Given the records that follow, return each one verbatim.

Excerpted data =
_ _ _ _

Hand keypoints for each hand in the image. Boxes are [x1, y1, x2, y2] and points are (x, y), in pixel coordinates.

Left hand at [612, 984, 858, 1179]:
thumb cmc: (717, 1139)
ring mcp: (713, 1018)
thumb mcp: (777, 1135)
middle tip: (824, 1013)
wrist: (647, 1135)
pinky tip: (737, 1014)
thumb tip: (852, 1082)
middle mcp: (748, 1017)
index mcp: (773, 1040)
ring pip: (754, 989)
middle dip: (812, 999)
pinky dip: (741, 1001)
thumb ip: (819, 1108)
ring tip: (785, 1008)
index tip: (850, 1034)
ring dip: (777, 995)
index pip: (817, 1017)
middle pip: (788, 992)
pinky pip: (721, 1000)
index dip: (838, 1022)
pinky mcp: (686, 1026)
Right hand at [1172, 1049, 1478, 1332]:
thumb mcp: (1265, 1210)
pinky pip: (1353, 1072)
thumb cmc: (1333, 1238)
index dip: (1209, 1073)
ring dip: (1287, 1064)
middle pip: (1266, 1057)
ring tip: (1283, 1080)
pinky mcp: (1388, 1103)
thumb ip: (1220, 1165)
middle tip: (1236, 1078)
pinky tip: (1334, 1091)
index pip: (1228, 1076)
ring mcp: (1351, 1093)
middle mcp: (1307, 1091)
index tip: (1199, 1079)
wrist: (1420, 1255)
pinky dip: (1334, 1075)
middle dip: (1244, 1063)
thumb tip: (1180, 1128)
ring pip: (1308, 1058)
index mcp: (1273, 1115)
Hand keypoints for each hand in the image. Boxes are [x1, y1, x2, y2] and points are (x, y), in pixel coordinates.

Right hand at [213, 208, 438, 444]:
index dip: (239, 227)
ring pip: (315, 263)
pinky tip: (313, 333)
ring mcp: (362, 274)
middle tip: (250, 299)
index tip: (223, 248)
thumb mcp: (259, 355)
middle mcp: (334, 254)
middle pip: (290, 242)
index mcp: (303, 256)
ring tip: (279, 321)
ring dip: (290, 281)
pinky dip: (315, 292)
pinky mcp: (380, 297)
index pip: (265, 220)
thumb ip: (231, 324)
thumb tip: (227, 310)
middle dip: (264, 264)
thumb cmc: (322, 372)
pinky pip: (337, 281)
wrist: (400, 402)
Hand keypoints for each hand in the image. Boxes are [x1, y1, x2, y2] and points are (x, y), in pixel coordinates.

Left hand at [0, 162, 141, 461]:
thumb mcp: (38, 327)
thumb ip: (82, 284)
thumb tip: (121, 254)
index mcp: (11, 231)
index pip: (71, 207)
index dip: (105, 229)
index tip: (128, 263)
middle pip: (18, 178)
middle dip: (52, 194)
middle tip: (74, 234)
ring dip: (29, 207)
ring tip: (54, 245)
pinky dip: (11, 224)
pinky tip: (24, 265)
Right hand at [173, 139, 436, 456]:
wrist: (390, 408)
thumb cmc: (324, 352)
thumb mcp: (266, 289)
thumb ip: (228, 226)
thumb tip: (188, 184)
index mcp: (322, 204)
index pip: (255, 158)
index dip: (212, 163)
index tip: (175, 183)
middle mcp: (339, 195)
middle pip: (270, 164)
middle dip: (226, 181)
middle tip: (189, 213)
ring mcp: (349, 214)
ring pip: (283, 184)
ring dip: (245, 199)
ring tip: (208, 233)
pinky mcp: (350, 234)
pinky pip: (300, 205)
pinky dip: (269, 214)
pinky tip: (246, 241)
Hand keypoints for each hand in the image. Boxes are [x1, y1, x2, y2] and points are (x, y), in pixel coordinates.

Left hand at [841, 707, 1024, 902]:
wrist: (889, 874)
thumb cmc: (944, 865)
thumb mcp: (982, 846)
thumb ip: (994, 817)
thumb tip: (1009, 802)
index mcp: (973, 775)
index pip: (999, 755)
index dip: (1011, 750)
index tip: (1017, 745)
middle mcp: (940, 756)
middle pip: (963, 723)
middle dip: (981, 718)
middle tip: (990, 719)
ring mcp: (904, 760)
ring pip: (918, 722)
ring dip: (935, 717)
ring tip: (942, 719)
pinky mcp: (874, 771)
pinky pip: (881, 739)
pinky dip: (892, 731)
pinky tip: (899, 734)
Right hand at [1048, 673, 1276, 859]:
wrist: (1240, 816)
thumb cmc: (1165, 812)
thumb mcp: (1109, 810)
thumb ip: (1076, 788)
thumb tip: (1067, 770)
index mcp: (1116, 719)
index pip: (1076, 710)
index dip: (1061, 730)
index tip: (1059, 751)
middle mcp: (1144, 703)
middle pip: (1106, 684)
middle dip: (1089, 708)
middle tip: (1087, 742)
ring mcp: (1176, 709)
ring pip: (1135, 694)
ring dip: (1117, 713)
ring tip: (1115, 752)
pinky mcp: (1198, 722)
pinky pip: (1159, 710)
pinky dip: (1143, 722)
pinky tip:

_ _ _ _

Answer section =
Hand keypoints for each hand in the image. Boxes are [x1, y1, x2, y2] and points are (x, y), in pixel coordinates.

Left hand at [612, 984, 858, 1179]:
thumb cmc: (717, 1139)
ring mcp: (713, 1018)
thumb mcp: (777, 1135)
middle tip: (824, 1013)
wrist: (647, 1135)
pinky tip: (737, 1014)
thumb tip: (852, 1082)
middle mcp: (748, 1017)
index mcp: (773, 1040)
ring pip: (754, 989)
middle dip: (812, 999)
pinky dip: (741, 1001)
thumb ip: (819, 1108)
ring tip: (785, 1008)
index tip: (850, 1034)
ring dip: (777, 995)
index pip: (817, 1017)
middle pip: (788, 992)
pinky pip: (721, 1000)
index dip: (838, 1022)
pinky mcp: (686, 1026)
Right hand at [1172, 1049, 1478, 1332]:
thumb mcp: (1265, 1210)
pinky pip: (1353, 1072)
thumb cmc: (1333, 1238)
index dip: (1209, 1073)
ring dip: (1287, 1064)
middle pip: (1266, 1057)
ring tip: (1283, 1080)
pinky mcp: (1388, 1103)
thumb ip: (1220, 1165)
middle tip: (1236, 1078)
pinky tip: (1334, 1091)
index pip: (1228, 1076)
ring mcp: (1351, 1093)
middle mcp: (1307, 1091)
index tip: (1199, 1079)
wrist: (1420, 1255)
pinky dip: (1334, 1075)
middle dip: (1244, 1063)
thumb tip: (1180, 1128)
ring pip: (1308, 1058)
index mcp: (1273, 1115)
Hand keypoints for each hand in the image. Boxes are [x1, y1, x2, y2] and points are (x, y), in pixel coordinates.

Right hand at [213, 208, 438, 444]:
index dip: (239, 227)
ring pip: (315, 263)
pinky tip: (313, 333)
ring mcp: (362, 274)
middle tip: (250, 299)
index tip: (223, 248)
thumb mcp: (259, 355)
middle mcp: (334, 254)
middle pip: (290, 242)
index mcp: (303, 256)
ring tip: (279, 321)
ring dip: (290, 281)
pinky dip: (315, 292)
pinky mcp: (380, 297)
index pip: (265, 220)
thumb ip: (231, 324)
thumb tip: (227, 310)
middle dip: (264, 264)
thumb cmc: (322, 372)
pinky pip: (337, 281)
wrist: (400, 402)
Hand keypoints for each hand in the image. Boxes are [x1, y1, x2, y2] and points are (x, y), in pixel coordinates.

Left hand at [0, 162, 141, 461]:
thumb mcp: (38, 327)
thumb ip: (82, 284)
thumb tip: (121, 254)
index mcp: (11, 231)
index pip: (71, 207)
index dip: (105, 229)
index tip: (128, 263)
middle pip: (18, 178)
middle dip: (52, 194)
middle tip: (74, 234)
ring dip: (29, 207)
ring tip: (54, 245)
pinky dip: (11, 224)
pinky tip: (24, 265)
Right hand at [173, 139, 436, 456]:
wrist: (390, 408)
thumb cmc: (324, 352)
thumb mcp: (266, 289)
thumb ip: (228, 226)
thumb tip: (188, 184)
index mcp: (322, 204)
index pip: (255, 158)
index dip: (212, 163)
index tip: (175, 183)
middle mcp: (339, 195)
middle pip: (270, 164)
middle dip: (226, 181)
middle tip: (189, 213)
ring mcp: (349, 214)
ring pip: (283, 184)
ring dip: (245, 199)
ring tip: (208, 233)
pinky mcp: (350, 234)
pinky pip: (300, 205)
pinky dip: (269, 214)
pinky tip: (246, 241)
Hand keypoints for each hand in the image. Boxes are [x1, y1, x2, y2] and points are (x, y), in pixel coordinates.

Left hand at [841, 707, 1024, 902]:
wrist: (889, 874)
thumb cmc: (944, 865)
thumb mcp: (982, 846)
thumb ip: (994, 817)
thumb tip: (1009, 802)
index mcp: (973, 775)
index pip: (999, 755)
index dip: (1011, 750)
index tip: (1017, 745)
middle mcp: (940, 756)
middle pip: (963, 723)
middle dip: (981, 718)
middle tip: (990, 719)
ring mcp: (904, 760)
ring pip: (918, 722)
ring dip: (935, 717)
ring tip: (942, 719)
pinky mcp: (874, 771)
pinky pip: (881, 739)
pinky dip: (892, 731)
pinky tip: (899, 734)
Right hand at [1048, 673, 1276, 859]:
wrist: (1240, 816)
thumb cmc: (1165, 812)
thumb mcp: (1109, 810)
thumb ip: (1076, 788)
thumb tip: (1067, 770)
index mcp: (1116, 719)
index pip: (1076, 710)
index dip: (1061, 730)
index tip: (1059, 751)
middle mcp: (1144, 703)
middle pip: (1106, 684)
middle dip: (1089, 708)
middle tip: (1087, 742)
ring mcp: (1176, 709)
ring pip: (1135, 694)
ring dip: (1117, 713)
ring tip: (1115, 752)
pinky mcp: (1198, 722)
pinky pip: (1159, 710)
pinky dip: (1143, 722)
pinky tip:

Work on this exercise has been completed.